## Exercise aim
Copy out each line of the material below that holds the string "dead".

## Data excerpts
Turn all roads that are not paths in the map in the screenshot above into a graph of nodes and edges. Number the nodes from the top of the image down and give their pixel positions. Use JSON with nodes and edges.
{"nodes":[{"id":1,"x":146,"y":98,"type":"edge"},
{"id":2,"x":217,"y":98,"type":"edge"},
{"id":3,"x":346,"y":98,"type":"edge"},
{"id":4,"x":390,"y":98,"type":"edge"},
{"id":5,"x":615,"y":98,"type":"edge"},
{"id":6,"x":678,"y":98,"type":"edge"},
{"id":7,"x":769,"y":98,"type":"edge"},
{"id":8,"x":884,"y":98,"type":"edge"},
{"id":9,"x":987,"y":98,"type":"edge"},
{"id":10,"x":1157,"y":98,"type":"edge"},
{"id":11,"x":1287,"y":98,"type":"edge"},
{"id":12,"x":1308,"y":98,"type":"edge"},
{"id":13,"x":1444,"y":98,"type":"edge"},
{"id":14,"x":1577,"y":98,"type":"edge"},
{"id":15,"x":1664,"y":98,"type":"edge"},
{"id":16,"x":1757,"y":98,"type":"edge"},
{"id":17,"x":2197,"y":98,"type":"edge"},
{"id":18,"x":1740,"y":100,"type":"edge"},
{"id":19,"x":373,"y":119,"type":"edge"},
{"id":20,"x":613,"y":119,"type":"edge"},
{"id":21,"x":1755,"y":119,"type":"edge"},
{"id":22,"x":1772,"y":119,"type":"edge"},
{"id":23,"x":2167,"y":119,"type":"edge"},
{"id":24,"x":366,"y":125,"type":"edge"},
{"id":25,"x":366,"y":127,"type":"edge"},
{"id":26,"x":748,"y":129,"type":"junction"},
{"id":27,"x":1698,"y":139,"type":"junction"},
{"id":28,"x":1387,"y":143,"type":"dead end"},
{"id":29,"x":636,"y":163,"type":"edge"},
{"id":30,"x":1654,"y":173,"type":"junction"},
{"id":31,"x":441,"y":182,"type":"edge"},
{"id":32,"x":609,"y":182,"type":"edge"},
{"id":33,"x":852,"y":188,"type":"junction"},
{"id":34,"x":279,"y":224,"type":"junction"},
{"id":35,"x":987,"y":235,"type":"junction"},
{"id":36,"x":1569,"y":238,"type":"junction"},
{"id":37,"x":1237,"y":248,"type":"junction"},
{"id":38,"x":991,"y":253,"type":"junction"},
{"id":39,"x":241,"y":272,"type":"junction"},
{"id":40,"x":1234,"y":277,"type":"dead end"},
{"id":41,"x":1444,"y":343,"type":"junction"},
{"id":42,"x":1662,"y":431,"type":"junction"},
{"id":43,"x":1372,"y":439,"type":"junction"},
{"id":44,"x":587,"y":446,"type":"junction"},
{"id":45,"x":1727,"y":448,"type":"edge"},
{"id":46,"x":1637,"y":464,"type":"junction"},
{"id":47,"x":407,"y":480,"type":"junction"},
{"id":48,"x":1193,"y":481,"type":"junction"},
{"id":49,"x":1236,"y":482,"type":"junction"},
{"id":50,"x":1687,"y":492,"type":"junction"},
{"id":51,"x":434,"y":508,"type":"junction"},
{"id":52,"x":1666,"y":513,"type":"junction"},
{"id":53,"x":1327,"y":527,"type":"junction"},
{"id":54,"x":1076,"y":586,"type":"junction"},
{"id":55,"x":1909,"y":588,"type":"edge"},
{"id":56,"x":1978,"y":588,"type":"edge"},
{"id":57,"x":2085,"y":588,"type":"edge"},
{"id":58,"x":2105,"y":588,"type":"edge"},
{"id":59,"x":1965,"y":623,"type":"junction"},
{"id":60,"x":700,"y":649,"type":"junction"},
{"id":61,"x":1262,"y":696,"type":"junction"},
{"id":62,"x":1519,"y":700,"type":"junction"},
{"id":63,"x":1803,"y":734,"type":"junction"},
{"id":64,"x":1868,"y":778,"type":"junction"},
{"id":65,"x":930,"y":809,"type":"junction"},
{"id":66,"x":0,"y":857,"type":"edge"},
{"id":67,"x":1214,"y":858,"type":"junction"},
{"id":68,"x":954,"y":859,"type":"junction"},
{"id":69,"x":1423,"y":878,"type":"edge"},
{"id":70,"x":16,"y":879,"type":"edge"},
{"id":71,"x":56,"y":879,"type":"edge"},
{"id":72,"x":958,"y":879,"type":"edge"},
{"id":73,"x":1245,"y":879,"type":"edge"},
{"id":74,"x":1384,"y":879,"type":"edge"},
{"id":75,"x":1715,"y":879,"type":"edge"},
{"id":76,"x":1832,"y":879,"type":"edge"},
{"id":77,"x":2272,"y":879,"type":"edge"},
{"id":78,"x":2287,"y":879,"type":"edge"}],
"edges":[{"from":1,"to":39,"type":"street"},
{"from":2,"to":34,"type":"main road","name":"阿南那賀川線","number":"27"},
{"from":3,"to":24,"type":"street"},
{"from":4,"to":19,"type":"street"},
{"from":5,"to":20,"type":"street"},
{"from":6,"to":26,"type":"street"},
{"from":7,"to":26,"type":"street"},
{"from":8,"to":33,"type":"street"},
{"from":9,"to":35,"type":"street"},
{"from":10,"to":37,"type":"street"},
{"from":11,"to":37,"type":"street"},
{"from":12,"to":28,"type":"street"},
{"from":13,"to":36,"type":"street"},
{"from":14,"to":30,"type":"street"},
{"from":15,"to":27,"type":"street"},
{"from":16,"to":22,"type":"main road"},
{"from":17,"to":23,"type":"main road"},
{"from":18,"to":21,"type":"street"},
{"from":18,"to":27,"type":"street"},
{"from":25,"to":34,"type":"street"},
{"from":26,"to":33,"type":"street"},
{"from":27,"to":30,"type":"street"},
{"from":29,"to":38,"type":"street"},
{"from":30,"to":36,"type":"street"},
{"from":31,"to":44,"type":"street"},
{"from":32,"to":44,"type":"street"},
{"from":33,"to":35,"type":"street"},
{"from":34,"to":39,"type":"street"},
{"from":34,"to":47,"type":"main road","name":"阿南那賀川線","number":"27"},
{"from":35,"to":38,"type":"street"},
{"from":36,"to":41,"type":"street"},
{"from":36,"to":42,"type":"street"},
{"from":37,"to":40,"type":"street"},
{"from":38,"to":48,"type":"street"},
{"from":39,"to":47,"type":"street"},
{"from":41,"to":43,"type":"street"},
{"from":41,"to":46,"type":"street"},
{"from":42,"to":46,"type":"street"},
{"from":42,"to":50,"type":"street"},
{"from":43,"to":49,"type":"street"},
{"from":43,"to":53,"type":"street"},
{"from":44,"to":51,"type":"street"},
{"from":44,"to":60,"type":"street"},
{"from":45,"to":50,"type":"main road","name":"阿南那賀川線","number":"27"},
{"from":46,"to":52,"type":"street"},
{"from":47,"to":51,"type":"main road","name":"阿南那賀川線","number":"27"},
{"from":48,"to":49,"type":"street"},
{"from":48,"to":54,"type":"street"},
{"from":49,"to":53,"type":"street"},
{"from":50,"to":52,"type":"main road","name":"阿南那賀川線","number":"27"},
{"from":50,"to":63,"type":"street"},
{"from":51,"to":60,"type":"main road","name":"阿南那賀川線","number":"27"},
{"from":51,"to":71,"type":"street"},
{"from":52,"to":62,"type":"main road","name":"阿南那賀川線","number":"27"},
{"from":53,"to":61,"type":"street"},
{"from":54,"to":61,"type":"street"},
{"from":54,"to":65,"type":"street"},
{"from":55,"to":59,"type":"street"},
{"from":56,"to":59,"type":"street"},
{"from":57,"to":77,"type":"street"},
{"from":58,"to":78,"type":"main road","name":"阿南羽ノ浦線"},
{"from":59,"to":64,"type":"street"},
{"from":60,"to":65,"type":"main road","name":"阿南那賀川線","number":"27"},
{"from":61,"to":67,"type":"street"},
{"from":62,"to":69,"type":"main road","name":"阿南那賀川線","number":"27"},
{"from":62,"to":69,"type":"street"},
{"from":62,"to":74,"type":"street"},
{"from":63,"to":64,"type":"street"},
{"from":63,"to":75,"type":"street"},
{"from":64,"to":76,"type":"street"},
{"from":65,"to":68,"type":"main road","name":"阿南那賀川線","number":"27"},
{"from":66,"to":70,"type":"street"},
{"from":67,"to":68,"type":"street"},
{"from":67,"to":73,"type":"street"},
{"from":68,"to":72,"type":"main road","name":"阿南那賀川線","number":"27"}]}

## Reply to the exercise
{"id":28,"x":1387,"y":143,"type":"dead end"},
{"id":40,"x":1234,"y":277,"type":"dead end"},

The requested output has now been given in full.